Packed and ready to go home.  She is still a little puffy in this picture, but she was so ready to go home.
The nurse we had was pretty good, but I really pushed to make sure we had an echo done, any bloodwork that was needed, all paperwork, and meetings with Dr. Prieto and Dr. Kwon.  Hope had to lay flat for 6 hours, so we knew the best we could hope for was 6pm.  Although, that really wasn't anticipated because she had to walk around, get all her bandages changed, her IV taken out, and eat and drink something.  Amazingly, we were outta there at 8pm.  It was wonderful being able to go home and sleep and Hope was so excited to see GiGi (my mom), Destiny, Jerry and Paul.  She was laughing and smiling as soon as pulled in the driveway.
Yay...chicken nuggets when we got home.  Yes...the stickers were left on for the night.  We didn't feel the need to take them off and put her in any more pain that night.  She did get her appetite (what little appetite she has) back when we got home!

Sunday, June 24, 2012

The Cath Plan

I took Hope on Monday, June 18th to get her blood drawn.  We went to Medina Hospital rather than all the way downtown...which was great.  I pumped her full of water all morning to make the blood draw easier.  We got a really good phlebotomist at the hospital and it only took her one stick to get the blood flowing.  I was so relieved because we love John (the phlebotomist downtown) and I honestly didn't think anyone else would be as good.  Hope did cry the minute the lady started wiping the alcohol and all through the blood draw, but she didn't throw up at all...this is good news for Hope.

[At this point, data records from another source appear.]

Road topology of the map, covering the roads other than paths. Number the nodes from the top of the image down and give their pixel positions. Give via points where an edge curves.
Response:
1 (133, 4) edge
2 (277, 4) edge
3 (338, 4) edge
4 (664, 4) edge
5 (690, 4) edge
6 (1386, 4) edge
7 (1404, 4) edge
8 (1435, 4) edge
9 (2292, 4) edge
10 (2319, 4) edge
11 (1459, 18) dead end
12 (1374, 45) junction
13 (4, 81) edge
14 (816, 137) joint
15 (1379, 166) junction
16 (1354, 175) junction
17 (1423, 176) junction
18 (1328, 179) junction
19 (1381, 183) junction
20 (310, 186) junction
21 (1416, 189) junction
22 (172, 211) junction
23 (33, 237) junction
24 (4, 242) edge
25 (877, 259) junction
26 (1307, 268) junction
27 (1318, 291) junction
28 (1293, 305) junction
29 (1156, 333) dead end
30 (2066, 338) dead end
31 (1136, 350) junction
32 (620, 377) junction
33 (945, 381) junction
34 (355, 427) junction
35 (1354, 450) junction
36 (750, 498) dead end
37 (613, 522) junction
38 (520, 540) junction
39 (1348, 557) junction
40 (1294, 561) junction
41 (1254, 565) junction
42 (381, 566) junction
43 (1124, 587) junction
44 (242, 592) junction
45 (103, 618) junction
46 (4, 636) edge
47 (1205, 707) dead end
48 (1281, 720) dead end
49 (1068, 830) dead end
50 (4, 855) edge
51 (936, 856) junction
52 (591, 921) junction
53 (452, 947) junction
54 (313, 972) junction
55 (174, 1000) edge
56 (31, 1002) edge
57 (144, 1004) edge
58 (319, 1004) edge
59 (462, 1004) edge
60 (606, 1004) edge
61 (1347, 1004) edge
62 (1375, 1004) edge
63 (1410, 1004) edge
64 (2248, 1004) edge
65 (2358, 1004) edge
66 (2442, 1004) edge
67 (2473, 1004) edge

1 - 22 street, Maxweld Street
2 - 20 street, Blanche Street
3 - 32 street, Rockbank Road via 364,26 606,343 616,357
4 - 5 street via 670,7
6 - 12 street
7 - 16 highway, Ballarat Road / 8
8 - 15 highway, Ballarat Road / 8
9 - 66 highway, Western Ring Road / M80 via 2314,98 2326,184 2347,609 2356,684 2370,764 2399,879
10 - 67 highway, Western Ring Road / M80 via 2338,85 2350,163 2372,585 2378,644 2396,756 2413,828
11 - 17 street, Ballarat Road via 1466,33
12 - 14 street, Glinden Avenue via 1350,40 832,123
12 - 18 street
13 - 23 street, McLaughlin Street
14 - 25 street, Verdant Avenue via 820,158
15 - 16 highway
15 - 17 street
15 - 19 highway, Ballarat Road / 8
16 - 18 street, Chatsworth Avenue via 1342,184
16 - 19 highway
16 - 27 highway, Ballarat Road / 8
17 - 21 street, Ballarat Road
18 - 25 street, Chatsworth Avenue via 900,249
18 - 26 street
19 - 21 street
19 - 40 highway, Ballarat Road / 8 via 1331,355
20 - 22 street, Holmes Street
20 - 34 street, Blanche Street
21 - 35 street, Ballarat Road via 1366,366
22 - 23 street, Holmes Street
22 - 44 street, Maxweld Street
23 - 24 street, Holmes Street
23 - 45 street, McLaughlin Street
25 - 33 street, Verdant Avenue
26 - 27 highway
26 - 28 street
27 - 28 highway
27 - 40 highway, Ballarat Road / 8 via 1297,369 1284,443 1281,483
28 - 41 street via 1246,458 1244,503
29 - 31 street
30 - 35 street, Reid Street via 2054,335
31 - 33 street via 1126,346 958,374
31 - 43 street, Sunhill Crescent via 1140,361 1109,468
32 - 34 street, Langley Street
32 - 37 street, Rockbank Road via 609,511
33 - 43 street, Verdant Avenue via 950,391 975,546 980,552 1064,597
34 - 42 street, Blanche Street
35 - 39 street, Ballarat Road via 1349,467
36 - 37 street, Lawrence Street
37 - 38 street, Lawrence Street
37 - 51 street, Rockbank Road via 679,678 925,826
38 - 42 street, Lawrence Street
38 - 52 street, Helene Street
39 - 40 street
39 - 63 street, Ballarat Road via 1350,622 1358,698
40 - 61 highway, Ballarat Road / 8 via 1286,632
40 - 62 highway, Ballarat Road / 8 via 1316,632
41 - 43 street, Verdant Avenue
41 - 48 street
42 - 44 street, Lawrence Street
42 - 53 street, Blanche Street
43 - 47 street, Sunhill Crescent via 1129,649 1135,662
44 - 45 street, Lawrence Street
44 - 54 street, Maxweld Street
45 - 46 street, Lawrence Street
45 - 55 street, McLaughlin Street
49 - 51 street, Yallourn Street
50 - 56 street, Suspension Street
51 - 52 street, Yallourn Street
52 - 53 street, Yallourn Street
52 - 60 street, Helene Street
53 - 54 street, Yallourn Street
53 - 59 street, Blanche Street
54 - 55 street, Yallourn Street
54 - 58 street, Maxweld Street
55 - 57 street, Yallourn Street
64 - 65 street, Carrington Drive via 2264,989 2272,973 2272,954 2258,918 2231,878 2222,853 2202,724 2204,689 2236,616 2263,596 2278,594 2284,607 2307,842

We waited and waited to get a plan.  Finally on Friday I decided to call.  It seems Dr. Prieto was on vacation all week.  Ughh...I worried that we wouldn't have a plan until Monday.  I hate not having a plan. of the great nurses...called back and said she talked to Dr. Kwon (Hope's nephrologist...kidney doctor) and he wanted her admitted on Monday for fluids.  I was kind of disappointed, but I was also so happy because her blood work came back perfect.  He is only admitting her because her kidneys' are doing really well and he wants to make sure nothing they do in the cath lab (the contrast dye is harsh on the kidneys) affect her kidney function.  So...we head in on Monday afternoon, get an IV and start fluids to make sure she is well hydrated.

Hope will be having a diagnostic cath as well as some intervention.  She will be having her left pulmonary artery ballooned because it is narrowing again.  The narrowing is causing her to grow collateral vessels to make sure her body receives enough blood.  They will probably coil off the collateral vessels in the cath lab.  She has never had that done, so I am a little nervous.  Caths worry me a lot...she will be put to sleep and intubated and that always carries risk.  

Tuesday, June 12, 2012

It was like the 1st day of school

Yesterday Hope started school two days a week.  She goes to the achievement center to a classroom instead of having her physical and speech therapy at home.  Both of her therapists thought it would be a good idea to get her in a classroom and help her develop some social skills while getting the therapies she needs.  It did take some convincing on their part to get me to agree because I really liked the convenience of having her therapy done at home.  I was also worried about how she would do because she is not real great when I take her to the sitter or even have a relative babysit her.

She did great!  No crying when I left, but she was really happy to see me when I picked her up.  She talked like crazy to the speech therapist...that is amazing because she usually only talks to me or close family.  She even ate snacks with the group and I am thrilled about that!  I am hoping this will open her up a little and give her some confidence in talking and around other kids.